Galgenholz ist selten geworden, und auch der Strick eines Gehängten ist nicht leicht aufzutreiben. Mit solchen Accessoires unter dem Kopfkissen glaubten früher manche Menschen, von den richtigen Lottozahlen zu träumen. Auch heute noch reißt das Lottospiel einige Abgründe in der Volksseele auf, wie sich gerade jetzt wieder zeigte, da ein für deutsche Verhältnisse rekordmäßig gefüllter Jackpot enormen Zulauf brachte. Genau das ist übrigens seine Funktion: Durch die Einführung der sogenannten Superzahl vor exakt 16 Jahren wurden die ohnehin ziemlich geringen Chancen auf die höchste Gewinnklasse nochmals um 90 Prozent reduziert, damit sich der Jackpot öfters fülle. Denn Lotto lebt von der Abwegigkeit. Lotto ist negative Vernunft. Lotto ist Hysterie.
Nun hat die Vorstellung des ganz großen Geldes, auf der das Lottospiel beruht, in letzter Zeit eine interessante Umwertung erfahren. Da ist zum Beispiel die surrealistische Abgehobenheit der Finanzmärkte, auf denen sich tagtäglich die wildesten Umverteilungsphantasien ganz ohne Revolution erfüllen. Da sind die Gehälter und/oder Abfindungen von Bank- und Industriemanagern, die Onkel Dagoberts Privatvermögen als Peanuts erscheinen lassen. Und da ist die Entkopplung von Leistung und Luxus, von Können und Kohle in einer epidemisch gewordenen Celebrity-Welt.
All das läßt selbst die tollsten Auswüchse des Lottofiebers als nachgerade rational erscheinen. Denn Lotto ist bekanntlich die einzige Möglichkeit, auf anständige Weise zum großen Geld zu kommen, schließlich haben alle Spieler ihre Einsätze freiwillig gezahlt. Der Traum vom großen Geld aber hat etwas peinlich Kleinbürgerliches, das durch sämtliche Werbeanstrengungen der Glücksspielindustrie hindurchschimmert. Der Sehnsuchtshorizont spannt sich zwischen ein paar wuchtigen Konsumgütern und einem aufgepeppten Eigenheim aus. Doch kleiner Mann, das große Geld ist ganz was anderes!

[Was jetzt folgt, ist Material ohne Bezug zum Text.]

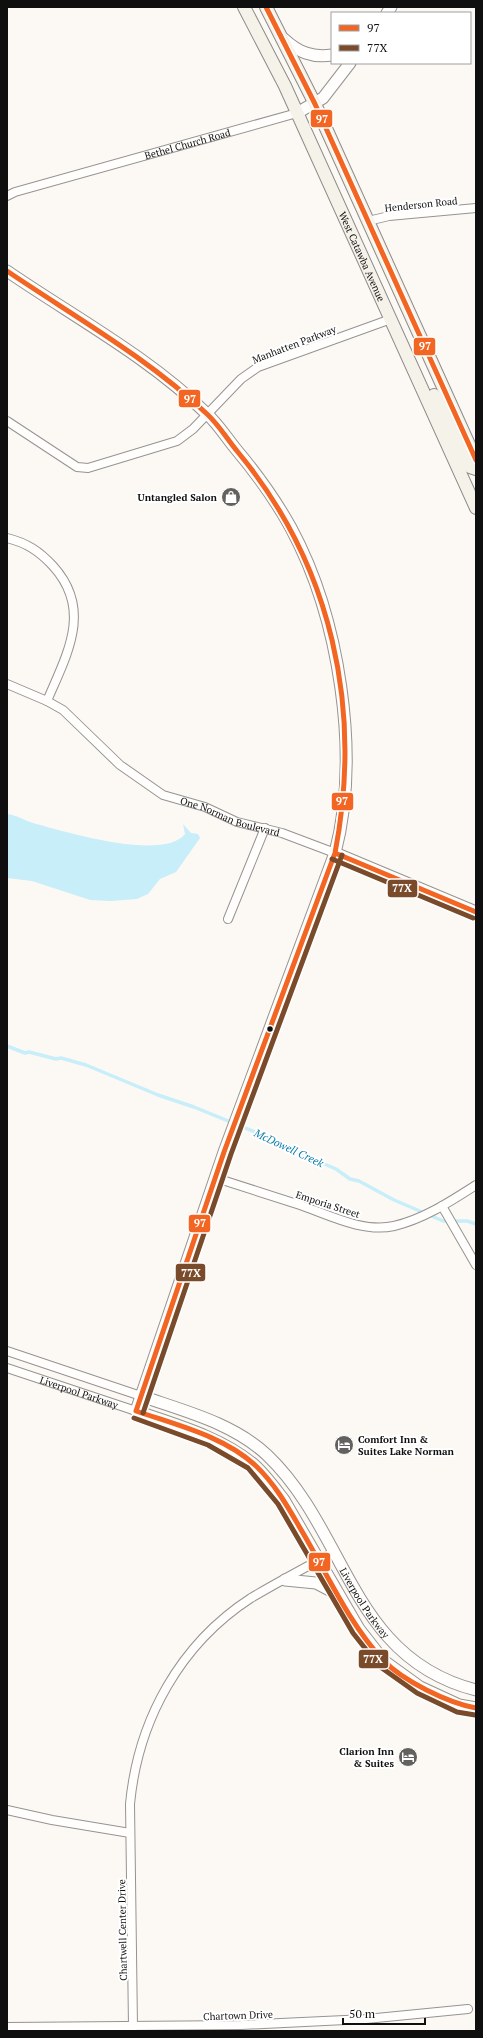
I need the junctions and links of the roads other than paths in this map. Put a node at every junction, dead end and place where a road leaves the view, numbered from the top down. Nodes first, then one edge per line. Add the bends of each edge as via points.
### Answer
1 (244, 7) edge
2 (266, 7) edge
3 (284, 39) junction
4 (331, 55) edge
5 (349, 64) edge
6 (315, 104) junction
7 (297, 113) junction
8 (7, 196) edge
9 (476, 208) edge
10 (368, 221) junction
11 (7, 271) edge
12 (391, 319) junction
13 (413, 368) junction
14 (208, 415) junction
15 (7, 421) edge
16 (475, 454) edge
17 (476, 468) edge
18 (476, 508) edge
19 (7, 538) edge
20 (7, 684) edge
21 (47, 700) junction
22 (265, 828) junction
23 (335, 853) junction
24 (476, 912) edge
25 (228, 918) dead end
26 (216, 1178) junction
27 (476, 1185) edge
28 (442, 1206) junction
29 (476, 1265) edge
30 (7, 1352) edge
31 (7, 1368) edge
32 (141, 1396) junction
33 (136, 1411) junction
34 (334, 1552) junction
35 (319, 1560) junction
36 (284, 1580) junction
37 (339, 1595) junction
38 (476, 1690) edge
39 (476, 1708) edge
40 (7, 1810) edge
41 (130, 1833) junction
42 (468, 2009) dead end
43 (7, 2027) edge
44 (134, 2027) junction

1 - 7 main road, West Catawba Avenue
2 - 3 main road, West Catawba Avenue
3 - 4 street via 296,49 309,54
3 - 6 main road, West Catawba Avenue
5 - 6 street, Bethel Church Road via 333,88
6 - 7 street, Bethel Church Road
6 - 10 main road, West Catawba Avenue
7 - 8 street, Bethel Church Road
7 - 12 main road, West Catawba Avenue
9 - 10 street, Henderson Road via 389,216
10 - 16 main road, West Catawba Avenue
11 - 14 street via 137,358
12 - 13 main road, West Catawba Avenue
12 - 14 street, Manhatten Parkway via 258,367 241,379
13 - 17 main road via 430,388 466,462 470,467
13 - 18 main road, West Catawba Avenue
14 - 15 street, Manhatten Parkway via 177,441 88,468 77,467
14 - 23 street via 259,477 277,504 300,546 323,608 340,680 346,737 344,810
19 - 21 street via 33,547 45,557 60,573 74,602 76,617 73,632
20 - 21 street, One Norman Boulevard
21 - 22 street, One Norman Boulevard via 74,719 120,765 159,792 205,807 238,822
22 - 23 street, One Norman Boulevard via 305,840
22 - 25 street
23 - 24 street, One Norman Boulevard
23 - 26 street
26 - 28 street, Emporia Street via 366,1226 393,1226
26 - 32 street
27 - 28 street, Emporia Street
28 - 29 street
30 - 32 street, Liverpool Parkway
31 - 33 street, Liverpool Parkway
32 - 33 street
32 - 34 street, Liverpool Parkway via 215,1422 266,1454 288,1477
33 - 35 street, Liverpool Parkway via 216,1440 253,1463 284,1500
34 - 35 street, Chartwell Center Drive
34 - 38 street, Liverpool Parkway via 375,1622 396,1647 428,1671
35 - 36 street, Chartwell Center Drive
35 - 37 street, Liverpool Parkway
36 - 37 street via 316,1583
36 - 41 street, Chartwell Center Drive via 251,1598 221,1621 194,1648 167,1684 140,1748 131,1792
37 - 39 street, Liverpool Parkway via 372,1646 396,1671 437,1696 459,1705
40 - 41 street
41 - 44 street, Chartwell Center Drive
42 - 44 street, Chartown Drive via 366,2019
43 - 44 street, Chartown Drive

Das große Geld changiert nämlich ins Metaphysische; man spricht von ihm in Flüssigkeitsmetaphern: es stellt eine Essenz dar, ein Destillat, das strömt, gefriert und abgeschöpft wird. Das große Geld ist sogar über-flüssig; wer es hat, kann es gar nicht verbrauchen. Von solcher Liquidität war unser deutscher Lotto-Jackpot weit entfernt.
Er stimuliert nur die biedere Privat-Metaphysik, die man sich insgeheim und unter Mißachtung jeder mathematischen Wahrheit zurechtlegt. Dazu gehört zum Beispiel eine Form von gefühlter Wahrscheinlichkeit, die übrigens das Gegenstück zu unserer Risikowahrnehmung im Alltag ist. Das kommende Jahr wurde vom Bundeswissenschaftsministerium zum Jahr der Mathematik ausgerufen. Vielleicht werden wir uns dann darüber klar, wie schlecht die Lottochancen wirklich stehen.